Marci and I are three days out from our last half marathon of the year. Our last official event of the year - we're swearing to each other we're going to take a break for the rest of 2014 (right, Marci?!). As we all know, running is not my forte, but I do it. So the closer I get to running 13.1 miles, the more I start to freak out. And yesterday was the tipping point of my self-induced stress. 

I got in my own head and I wouldn't get out. A rush of panicked thoughts starting running through my mind:

You haven't trained enough.

You didn't make your last long run.

You've been having a lot of bad runs lately.

You're too tired, you can't do this.

Its going to be way too hilly, you're going to fail.

Fail, FAIL, FAIL!

Needless to say, yesterday was a rough day. I worked myself up into a mental and physical frenzy and I started to believe I wasn't going to be able to complete this half marathon. Now, let's look at why this rush of thoughts was absolutely ridiculous:

I HAVE trained enough. I've been training ALL YEAR.

So I didn't make my last long run. My longest run was 10 miles and I felt magnificent that day.

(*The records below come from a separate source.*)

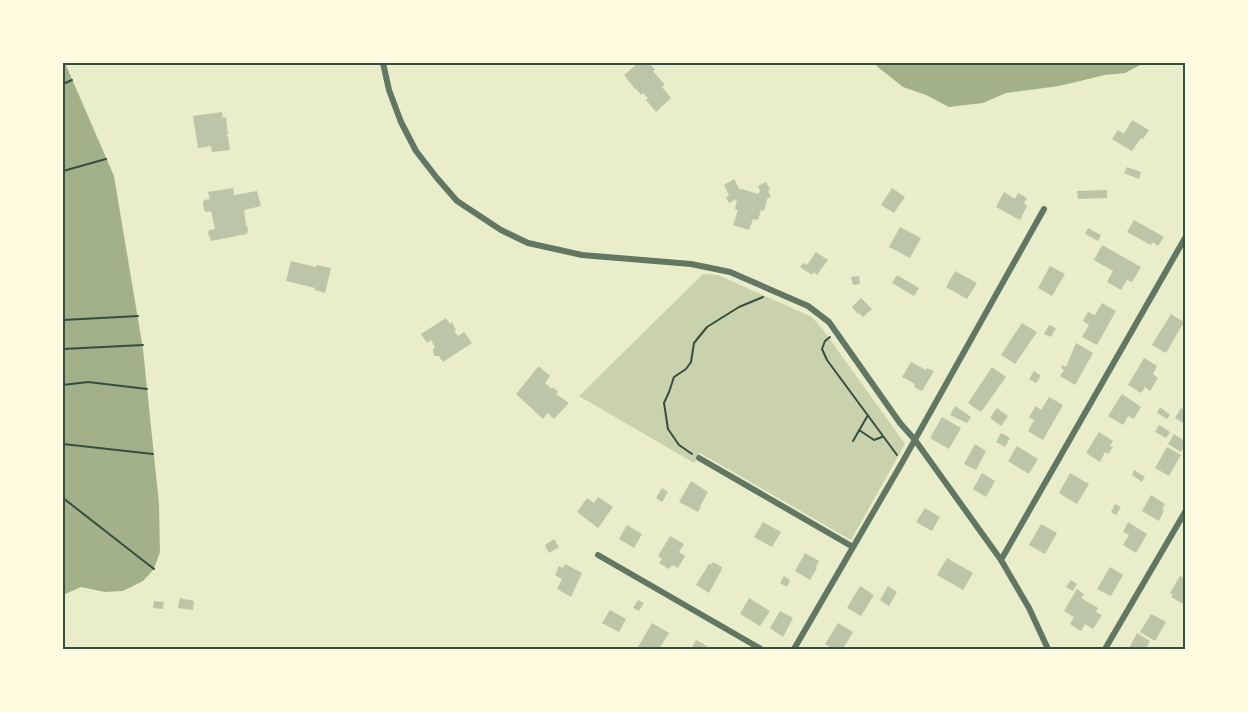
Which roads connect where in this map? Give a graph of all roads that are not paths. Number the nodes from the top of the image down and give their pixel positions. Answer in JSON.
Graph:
{"nodes":[{"id":1,"x":383,"y":63,"type":"edge"},
{"id":2,"x":1044,"y":209,"type":"dead end"},
{"id":3,"x":1185,"y":238,"type":"edge"},
{"id":4,"x":915,"y":440,"type":"junction"},
{"id":5,"x":699,"y":458,"type":"road end"},
{"id":6,"x":1185,"y":512,"type":"edge"},
{"id":7,"x":853,"y":547,"type":"junction"},
{"id":8,"x":598,"y":555,"type":"dead end"},
{"id":9,"x":1001,"y":560,"type":"junction"},
{"id":10,"x":761,"y":649,"type":"edge"},
{"id":11,"x":794,"y":649,"type":"edge"},
{"id":12,"x":1048,"y":649,"type":"edge"},
{"id":13,"x":1105,"y":649,"type":"edge"}],
"edges":[{"from":1,"to":4,"type":"street"},
{"from":2,"to":4,"type":"street"},
{"from":3,"to":9,"type":"street"},
{"from":4,"to":7,"type":"street"},
{"from":4,"to":9,"type":"street"},
{"from":5,"to":7,"type":"street"},
{"from":6,"to":13,"type":"street"},
{"from":7,"to":11,"type":"street"},
{"from":8,"to":10,"type":"street"},
{"from":9,"to":12,"type":"street"}]}
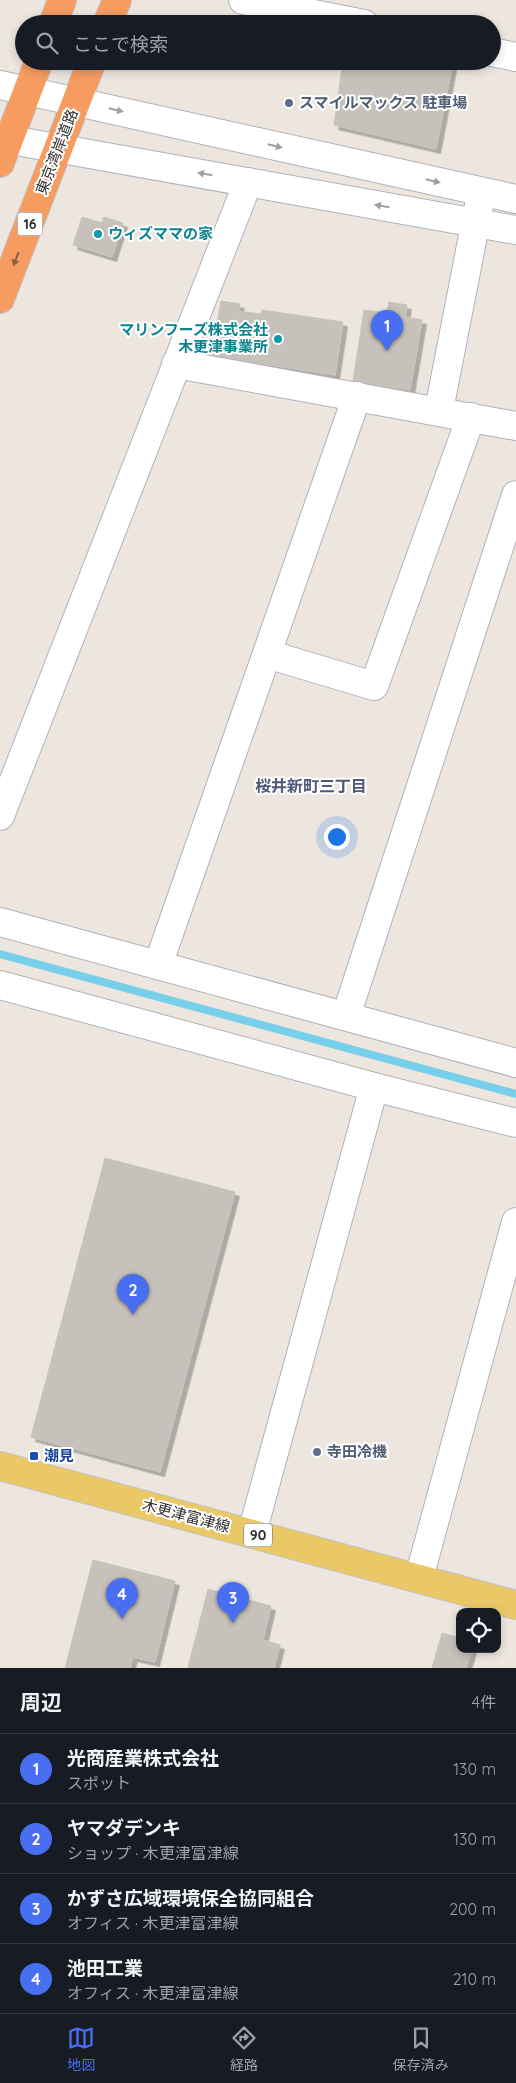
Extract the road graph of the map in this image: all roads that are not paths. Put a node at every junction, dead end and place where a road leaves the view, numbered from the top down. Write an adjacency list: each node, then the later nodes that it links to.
1 (62, 0): 5 (highway)
2 (116, 0): 6 (highway)
3 (243, 0): 4 (street)
4 (350, 14)
5 (56, 15)
6 (110, 15)
7 (501, 54): 8 (street)
8 (516, 57)
9 (36, 70): 12 (highway)
10 (89, 70): 13 (highway, 東京湾岸道路 / 16)
11 (0, 85): 12 (street)
12 (28, 91): 13 (street); 14 (highway)
13 (77, 102): 15 (highway, 東京湾岸道路 / 16); 17 (street, one-way to 17)
14 (3, 147): 15 (street)
15 (60, 148): 16 (street, one-way to 15); 21 (highway, 東京湾岸道路 / 16, one-way to 21)
16 (248, 182): 19 (street, one-way to 16); 22 (street)
17 (482, 192): 18 (street); 19 (street)
18 (516, 198)
19 (476, 222): 20 (street); 24 (street)
20 (516, 230)
21 (0, 299)
22 (176, 364): 23 (street); 29 (street)
23 (357, 396): 24 (street); 28 (street)
24 (439, 410): 25 (street)
25 (471, 417): 26 (street); 28 (street)
26 (516, 426)
27 (516, 494): 33 (street)
28 (267, 654): 31 (street)
29 (0, 816)
30 (0, 922): 31 (street)
31 (158, 965): 33 (street)
32 (0, 985): 35 (street)
33 (346, 1016): 34 (street)
34 (516, 1063)
35 (374, 1087): 36 (street); 39 (street)
36 (516, 1124)
37 (516, 1222): 40 (street)
38 (0, 1466): 39 (main road, 木更津富津線 / 90)
39 (252, 1533): 40 (main road, 木更津富津線 / 90)
40 (419, 1578): 41 (main road, 木更津富津線 / 90)
41 (516, 1605)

Yes, my last few long runs have been rough, but it happens. Just because I've had a few bad training runs doesn't mean I'm going to have a bad half marathon. When my long runs were rough I started breaking down around mile 4, but when I only run 5 to 6 miles I've been feeling great. So I'm going to channel those runs instead.

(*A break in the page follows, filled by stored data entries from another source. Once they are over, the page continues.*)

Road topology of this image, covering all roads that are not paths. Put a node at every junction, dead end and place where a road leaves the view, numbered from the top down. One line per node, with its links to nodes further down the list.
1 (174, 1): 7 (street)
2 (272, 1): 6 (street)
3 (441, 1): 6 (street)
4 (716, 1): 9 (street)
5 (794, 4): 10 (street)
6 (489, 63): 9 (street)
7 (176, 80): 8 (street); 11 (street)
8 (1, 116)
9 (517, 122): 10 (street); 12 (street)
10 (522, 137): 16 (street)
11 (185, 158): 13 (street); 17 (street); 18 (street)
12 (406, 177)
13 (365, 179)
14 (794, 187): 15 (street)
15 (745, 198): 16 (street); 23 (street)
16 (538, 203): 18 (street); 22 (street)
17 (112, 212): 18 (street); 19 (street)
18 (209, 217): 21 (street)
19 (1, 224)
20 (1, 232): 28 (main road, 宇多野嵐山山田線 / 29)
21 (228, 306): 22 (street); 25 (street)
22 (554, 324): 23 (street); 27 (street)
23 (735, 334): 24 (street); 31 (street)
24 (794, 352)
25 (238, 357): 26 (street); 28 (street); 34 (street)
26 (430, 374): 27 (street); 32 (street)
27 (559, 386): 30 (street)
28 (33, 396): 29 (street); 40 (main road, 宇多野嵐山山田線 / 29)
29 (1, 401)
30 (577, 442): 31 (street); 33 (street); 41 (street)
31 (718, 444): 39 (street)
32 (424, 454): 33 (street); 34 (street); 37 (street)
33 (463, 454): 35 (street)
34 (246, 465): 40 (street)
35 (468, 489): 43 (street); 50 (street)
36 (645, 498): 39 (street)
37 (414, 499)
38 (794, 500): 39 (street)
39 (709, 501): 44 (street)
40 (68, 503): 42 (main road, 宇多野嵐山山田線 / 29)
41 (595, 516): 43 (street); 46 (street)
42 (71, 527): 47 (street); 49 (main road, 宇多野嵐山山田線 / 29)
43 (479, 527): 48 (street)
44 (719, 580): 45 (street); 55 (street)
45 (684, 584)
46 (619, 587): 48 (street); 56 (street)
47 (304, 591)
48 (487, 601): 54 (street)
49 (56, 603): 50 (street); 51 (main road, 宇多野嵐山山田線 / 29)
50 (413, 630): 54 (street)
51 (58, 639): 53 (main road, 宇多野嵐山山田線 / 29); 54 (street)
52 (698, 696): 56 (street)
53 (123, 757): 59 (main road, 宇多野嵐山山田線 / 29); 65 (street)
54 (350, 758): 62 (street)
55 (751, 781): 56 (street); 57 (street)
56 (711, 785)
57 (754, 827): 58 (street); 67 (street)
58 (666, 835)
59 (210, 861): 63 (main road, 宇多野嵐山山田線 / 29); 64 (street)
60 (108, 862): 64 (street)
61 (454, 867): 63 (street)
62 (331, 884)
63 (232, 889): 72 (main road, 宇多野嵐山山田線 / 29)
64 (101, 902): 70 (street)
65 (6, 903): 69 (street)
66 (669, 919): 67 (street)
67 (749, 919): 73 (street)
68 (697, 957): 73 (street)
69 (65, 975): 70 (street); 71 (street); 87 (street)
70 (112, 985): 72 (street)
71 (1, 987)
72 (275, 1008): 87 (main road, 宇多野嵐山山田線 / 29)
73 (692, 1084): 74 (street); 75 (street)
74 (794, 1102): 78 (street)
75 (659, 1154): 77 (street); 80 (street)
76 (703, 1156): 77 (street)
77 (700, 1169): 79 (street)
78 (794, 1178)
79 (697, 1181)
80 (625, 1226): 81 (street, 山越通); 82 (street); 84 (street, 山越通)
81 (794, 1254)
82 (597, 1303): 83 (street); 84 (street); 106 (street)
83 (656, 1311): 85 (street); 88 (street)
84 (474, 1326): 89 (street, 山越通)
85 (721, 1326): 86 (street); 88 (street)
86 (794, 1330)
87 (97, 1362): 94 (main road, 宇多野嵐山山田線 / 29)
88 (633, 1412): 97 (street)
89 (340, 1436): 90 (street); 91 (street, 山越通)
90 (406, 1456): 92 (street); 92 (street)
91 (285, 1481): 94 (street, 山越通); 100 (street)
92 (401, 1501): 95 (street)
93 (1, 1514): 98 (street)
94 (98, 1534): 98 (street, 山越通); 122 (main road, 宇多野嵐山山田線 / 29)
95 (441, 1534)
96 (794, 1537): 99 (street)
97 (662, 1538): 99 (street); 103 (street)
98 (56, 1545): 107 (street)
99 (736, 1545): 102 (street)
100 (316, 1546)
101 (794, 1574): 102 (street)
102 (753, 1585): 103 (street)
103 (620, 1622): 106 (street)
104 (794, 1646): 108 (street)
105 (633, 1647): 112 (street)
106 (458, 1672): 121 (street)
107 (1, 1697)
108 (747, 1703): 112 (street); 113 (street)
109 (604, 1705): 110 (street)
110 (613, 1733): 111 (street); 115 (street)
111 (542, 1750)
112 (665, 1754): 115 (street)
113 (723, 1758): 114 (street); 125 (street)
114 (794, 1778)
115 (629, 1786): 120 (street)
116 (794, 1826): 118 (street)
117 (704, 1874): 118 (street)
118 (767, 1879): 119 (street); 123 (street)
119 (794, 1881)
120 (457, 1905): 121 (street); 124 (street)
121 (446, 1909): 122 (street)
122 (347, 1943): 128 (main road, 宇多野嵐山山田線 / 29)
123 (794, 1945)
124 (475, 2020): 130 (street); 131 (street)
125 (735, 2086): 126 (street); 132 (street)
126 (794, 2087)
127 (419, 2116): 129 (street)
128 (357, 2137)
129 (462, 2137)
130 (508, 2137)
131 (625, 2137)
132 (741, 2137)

Yes, I'm tired. I'm tired from training ALL YEAR. But only three more days to go, one more epic race, and I can take a well deserved break (that involves sitting on a beach in Hawaii in November - so I'll definitely channel THAT!)

It will be hilly. The course shows that there will be a little over 1000 feet of elevation gain. But guess what? My 10 mile run was a little over 900 feet of elevation gain - and I felt great!

I will succeed, Succeed, SUCCEED!

This isn't my first rodeo - this will be my third half. I know what to do. i know that in the past I've over prepped, eaten poorly the week before, and gone into races with injuries. This time around I'm not over training, I'm eating cleanly like I have all year, and I'm completely injury free (including NO BLISTERS!) What's to worry about? The weather on Sunday looks gorgeous - low 60s and sunny. I'm hopping for a clear morning so running across the Golden Gate Bridge will offer some of the amazing views San Francisco has when the fog clears.

Runner's World has a great article about beating metal roadblocks while on a run. I'm reading the article over and over again, engraining its wisdom in my head so I can use it on Sunday if a negative thought pops in my mind.

So three days to go, and its time to focus on enjoying the run, enjoying my surroundings, and having a great time!